* [DATA RECORDS]
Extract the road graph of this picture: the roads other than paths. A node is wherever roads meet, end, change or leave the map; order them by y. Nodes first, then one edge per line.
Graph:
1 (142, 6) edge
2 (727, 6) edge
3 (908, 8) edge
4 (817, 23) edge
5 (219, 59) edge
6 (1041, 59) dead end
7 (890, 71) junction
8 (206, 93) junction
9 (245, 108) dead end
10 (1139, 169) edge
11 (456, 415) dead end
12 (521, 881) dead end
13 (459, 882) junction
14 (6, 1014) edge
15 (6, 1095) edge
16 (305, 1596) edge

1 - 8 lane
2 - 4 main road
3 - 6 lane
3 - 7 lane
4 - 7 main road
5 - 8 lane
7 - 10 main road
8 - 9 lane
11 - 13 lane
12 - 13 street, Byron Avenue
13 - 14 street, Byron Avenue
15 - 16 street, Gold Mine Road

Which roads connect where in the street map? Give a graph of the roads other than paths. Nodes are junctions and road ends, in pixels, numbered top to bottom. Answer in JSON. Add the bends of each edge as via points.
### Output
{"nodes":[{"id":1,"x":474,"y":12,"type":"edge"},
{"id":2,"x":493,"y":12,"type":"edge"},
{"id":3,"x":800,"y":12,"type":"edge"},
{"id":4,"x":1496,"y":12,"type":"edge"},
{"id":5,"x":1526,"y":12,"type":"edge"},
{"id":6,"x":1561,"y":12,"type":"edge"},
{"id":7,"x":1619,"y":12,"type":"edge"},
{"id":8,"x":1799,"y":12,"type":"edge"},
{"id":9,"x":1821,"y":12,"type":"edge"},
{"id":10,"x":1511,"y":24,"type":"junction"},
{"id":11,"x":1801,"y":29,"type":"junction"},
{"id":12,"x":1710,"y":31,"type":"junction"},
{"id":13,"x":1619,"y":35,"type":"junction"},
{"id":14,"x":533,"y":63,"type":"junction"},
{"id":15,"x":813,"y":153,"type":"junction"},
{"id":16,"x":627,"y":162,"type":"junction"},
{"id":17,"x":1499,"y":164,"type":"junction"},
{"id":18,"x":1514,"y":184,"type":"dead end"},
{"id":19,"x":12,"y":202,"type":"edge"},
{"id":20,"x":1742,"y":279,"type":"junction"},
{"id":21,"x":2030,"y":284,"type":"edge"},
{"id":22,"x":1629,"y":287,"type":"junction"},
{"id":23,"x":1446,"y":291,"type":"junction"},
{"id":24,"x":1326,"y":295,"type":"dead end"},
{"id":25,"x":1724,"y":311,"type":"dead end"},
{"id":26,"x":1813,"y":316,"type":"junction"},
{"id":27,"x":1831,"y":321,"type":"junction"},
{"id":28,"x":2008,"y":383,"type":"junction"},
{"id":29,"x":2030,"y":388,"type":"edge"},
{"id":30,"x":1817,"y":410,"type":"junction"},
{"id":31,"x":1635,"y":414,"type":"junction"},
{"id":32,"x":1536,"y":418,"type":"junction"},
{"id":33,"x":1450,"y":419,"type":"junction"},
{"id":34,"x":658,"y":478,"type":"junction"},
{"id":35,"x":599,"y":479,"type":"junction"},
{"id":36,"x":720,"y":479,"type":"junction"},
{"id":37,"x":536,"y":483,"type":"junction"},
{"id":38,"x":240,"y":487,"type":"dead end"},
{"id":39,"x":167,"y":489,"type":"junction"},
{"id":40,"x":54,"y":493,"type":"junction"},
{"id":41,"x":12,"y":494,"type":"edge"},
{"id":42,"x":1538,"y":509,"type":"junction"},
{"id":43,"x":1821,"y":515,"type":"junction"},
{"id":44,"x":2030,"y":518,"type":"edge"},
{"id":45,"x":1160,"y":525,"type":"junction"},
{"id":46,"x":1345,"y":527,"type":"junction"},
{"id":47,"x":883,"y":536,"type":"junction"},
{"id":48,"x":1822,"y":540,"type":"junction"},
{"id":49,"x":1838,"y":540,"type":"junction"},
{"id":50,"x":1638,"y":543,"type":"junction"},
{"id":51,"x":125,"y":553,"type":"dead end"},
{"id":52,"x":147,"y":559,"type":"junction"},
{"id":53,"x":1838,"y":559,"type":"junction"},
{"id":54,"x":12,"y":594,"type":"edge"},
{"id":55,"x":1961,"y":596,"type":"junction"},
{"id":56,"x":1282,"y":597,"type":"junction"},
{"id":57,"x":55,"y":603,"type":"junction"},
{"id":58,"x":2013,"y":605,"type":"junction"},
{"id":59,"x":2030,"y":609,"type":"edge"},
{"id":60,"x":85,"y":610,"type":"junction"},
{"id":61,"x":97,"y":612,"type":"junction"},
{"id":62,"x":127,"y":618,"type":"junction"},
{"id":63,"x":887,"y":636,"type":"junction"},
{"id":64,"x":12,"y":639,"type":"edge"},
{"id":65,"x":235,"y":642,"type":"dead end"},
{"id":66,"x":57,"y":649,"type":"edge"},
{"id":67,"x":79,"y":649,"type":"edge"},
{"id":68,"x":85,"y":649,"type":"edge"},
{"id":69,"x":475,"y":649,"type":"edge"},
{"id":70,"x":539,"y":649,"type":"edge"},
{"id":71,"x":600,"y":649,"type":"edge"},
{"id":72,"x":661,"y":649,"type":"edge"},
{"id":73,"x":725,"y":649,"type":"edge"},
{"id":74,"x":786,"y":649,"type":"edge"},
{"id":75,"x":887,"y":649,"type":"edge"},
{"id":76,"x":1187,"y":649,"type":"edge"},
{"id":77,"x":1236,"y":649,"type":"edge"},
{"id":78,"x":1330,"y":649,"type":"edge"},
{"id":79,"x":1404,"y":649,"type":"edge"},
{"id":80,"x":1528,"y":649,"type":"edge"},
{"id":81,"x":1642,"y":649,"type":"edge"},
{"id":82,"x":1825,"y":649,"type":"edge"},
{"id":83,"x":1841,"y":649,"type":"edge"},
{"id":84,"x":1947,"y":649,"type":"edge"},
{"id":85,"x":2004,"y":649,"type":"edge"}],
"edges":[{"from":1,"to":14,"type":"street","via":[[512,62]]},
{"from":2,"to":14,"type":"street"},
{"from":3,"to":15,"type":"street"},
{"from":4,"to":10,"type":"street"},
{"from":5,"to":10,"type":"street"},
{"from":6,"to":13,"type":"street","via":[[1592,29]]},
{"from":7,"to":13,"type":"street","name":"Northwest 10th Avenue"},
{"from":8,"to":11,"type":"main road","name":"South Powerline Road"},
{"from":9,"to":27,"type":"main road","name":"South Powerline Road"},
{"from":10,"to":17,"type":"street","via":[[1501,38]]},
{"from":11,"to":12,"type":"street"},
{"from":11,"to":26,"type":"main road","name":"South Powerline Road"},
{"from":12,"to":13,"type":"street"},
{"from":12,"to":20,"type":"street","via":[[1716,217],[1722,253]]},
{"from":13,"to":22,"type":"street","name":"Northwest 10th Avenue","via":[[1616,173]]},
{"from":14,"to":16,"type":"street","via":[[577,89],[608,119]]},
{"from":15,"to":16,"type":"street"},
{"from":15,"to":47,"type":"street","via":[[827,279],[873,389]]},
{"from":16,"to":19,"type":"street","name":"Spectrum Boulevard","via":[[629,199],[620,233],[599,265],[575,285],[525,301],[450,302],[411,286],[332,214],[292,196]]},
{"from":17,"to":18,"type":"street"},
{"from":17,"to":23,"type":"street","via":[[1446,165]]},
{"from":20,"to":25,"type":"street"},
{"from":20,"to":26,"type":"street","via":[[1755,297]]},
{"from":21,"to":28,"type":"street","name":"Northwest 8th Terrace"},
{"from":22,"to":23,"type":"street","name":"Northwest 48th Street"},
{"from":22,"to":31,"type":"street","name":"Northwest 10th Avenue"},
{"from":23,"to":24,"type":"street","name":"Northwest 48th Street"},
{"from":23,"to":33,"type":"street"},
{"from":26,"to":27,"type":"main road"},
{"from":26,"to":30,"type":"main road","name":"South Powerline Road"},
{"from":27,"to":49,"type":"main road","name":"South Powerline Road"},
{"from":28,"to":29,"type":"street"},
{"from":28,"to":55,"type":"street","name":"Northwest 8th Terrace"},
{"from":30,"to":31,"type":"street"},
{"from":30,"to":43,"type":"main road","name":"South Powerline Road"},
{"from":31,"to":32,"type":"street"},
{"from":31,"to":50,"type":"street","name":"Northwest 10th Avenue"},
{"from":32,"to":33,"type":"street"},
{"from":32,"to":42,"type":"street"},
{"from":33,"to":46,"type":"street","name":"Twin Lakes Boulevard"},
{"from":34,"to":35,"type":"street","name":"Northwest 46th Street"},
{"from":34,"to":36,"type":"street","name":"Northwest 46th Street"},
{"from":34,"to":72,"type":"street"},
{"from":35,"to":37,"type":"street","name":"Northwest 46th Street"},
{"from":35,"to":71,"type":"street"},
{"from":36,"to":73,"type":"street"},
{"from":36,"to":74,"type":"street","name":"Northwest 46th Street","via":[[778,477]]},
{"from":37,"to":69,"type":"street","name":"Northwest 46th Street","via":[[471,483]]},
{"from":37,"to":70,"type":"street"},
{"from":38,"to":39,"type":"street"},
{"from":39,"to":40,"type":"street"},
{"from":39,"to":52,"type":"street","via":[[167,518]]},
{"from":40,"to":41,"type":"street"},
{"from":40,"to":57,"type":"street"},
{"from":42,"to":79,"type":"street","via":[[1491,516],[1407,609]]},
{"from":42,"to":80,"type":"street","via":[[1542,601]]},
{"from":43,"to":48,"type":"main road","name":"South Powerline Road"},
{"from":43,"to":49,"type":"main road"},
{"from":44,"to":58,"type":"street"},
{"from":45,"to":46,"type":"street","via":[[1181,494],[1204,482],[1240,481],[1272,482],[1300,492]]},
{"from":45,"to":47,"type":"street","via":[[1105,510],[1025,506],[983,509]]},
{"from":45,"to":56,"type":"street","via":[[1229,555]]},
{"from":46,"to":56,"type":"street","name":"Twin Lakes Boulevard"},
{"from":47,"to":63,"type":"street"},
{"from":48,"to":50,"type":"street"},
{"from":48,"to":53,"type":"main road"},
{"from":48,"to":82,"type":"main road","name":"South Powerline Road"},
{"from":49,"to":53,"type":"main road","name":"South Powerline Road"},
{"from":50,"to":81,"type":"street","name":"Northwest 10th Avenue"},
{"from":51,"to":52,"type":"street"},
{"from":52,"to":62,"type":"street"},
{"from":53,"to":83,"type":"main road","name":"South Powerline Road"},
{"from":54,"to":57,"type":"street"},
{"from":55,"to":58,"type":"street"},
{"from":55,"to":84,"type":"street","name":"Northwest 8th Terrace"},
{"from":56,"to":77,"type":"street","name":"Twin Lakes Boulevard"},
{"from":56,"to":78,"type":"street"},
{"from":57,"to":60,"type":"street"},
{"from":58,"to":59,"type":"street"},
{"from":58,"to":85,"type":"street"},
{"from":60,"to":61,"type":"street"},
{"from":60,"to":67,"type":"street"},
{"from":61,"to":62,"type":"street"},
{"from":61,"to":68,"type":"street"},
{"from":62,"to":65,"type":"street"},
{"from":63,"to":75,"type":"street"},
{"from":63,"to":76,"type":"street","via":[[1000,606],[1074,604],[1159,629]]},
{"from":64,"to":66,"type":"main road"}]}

* [EXERCISE DETAILS] Every line of the listing that includes the word "Byron" forms the answer.

* [FINAL ANSWER]
12 - 13 street, Byron Avenue
13 - 14 street, Byron Avenue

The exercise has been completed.